ロイターがまとめた市場予想は49.5だった。

中国国家統計局が5月31日に発表した5月製造業PMIは48.8に低下したため、官民の指標で対照的な内容となった。

財新PMIは沿岸地域の比較的輸出志向で小規模な企業に焦点を当てているとされる。

サブ指数を見ると、生産拡大ペースが11カ月ぶりの速さとなったほか、輸出を含む新規受注は増加した。

半面、世界経済への懸念を背景に向こう1年の企業信頼感を測る指数は7カ月ぶりの低水準となった。

採用に慎重な企業の姿勢は変わらず、雇用指数は3カ月連続で50割れ。アナリストがデフレリスクの高まりに言及する中、投入と産出の価格指数も引き続き50を下回っている。
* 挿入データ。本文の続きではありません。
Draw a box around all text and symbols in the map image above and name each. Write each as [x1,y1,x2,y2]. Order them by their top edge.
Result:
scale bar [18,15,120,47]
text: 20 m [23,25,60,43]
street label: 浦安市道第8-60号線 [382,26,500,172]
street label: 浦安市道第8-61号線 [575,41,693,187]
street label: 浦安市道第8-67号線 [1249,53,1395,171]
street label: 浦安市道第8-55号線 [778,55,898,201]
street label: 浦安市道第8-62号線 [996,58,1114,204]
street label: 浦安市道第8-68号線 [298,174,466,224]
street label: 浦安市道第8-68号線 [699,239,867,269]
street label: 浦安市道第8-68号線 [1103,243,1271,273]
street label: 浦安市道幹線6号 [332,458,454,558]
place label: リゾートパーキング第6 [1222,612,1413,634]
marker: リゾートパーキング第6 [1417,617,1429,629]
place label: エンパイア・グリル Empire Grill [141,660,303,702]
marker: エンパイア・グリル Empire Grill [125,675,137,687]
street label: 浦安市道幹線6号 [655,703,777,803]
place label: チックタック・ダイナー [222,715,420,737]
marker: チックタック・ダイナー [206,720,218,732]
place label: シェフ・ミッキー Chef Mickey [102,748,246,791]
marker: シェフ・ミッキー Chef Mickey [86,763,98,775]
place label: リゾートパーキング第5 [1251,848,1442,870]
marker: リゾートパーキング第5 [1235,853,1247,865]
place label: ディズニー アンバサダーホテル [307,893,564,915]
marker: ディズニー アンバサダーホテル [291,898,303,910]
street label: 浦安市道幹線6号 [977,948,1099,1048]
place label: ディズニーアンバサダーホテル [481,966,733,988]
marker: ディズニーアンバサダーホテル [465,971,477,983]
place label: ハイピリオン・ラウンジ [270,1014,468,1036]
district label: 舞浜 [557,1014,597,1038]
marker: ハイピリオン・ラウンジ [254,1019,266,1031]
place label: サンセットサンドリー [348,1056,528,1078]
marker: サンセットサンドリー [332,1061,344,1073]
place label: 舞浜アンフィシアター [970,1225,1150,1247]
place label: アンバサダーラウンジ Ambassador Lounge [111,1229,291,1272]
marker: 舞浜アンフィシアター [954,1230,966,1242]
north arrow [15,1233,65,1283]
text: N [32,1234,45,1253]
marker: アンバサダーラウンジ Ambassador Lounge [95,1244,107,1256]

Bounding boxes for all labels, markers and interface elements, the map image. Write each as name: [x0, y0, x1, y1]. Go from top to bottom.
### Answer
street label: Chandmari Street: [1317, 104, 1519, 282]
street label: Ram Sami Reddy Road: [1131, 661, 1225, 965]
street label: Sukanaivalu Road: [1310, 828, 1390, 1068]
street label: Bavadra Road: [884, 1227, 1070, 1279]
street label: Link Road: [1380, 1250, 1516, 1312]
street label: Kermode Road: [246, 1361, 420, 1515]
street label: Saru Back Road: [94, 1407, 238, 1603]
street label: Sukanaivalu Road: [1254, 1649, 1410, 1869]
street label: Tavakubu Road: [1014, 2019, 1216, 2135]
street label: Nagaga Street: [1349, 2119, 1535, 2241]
財新智庫のシニアエコノミスト、王哲氏は「現在の経済成長は国内の原動力が欠けており、市場参加者の信頼感も十分ではなく、需要拡大・回復の重要性を示している」と指摘した。

一部エコノミストはさらなる金融緩和を見込んでいる。

国泰君安国際のエコノミストは「改善が続くか見極める必要があるが、中国経済にとっては朗報だ。内需を喚起するため、依然として追加の政策支援が必要だ。6月に中期貸出制度(MLF)金利が10ベーシスポイント(bp)引き下げられると予想している」と述べた。

ANZはリポートで「中国人民銀行(中央銀行)は金融の安定を維持するため、預金準備率を25bp引き下げる可能性が高い。利下げを前倒しする可能性も高まっている」と述べた。

PMIが予想を上回ったことを受けて、中国・香港株式市場は約0.6%上昇している。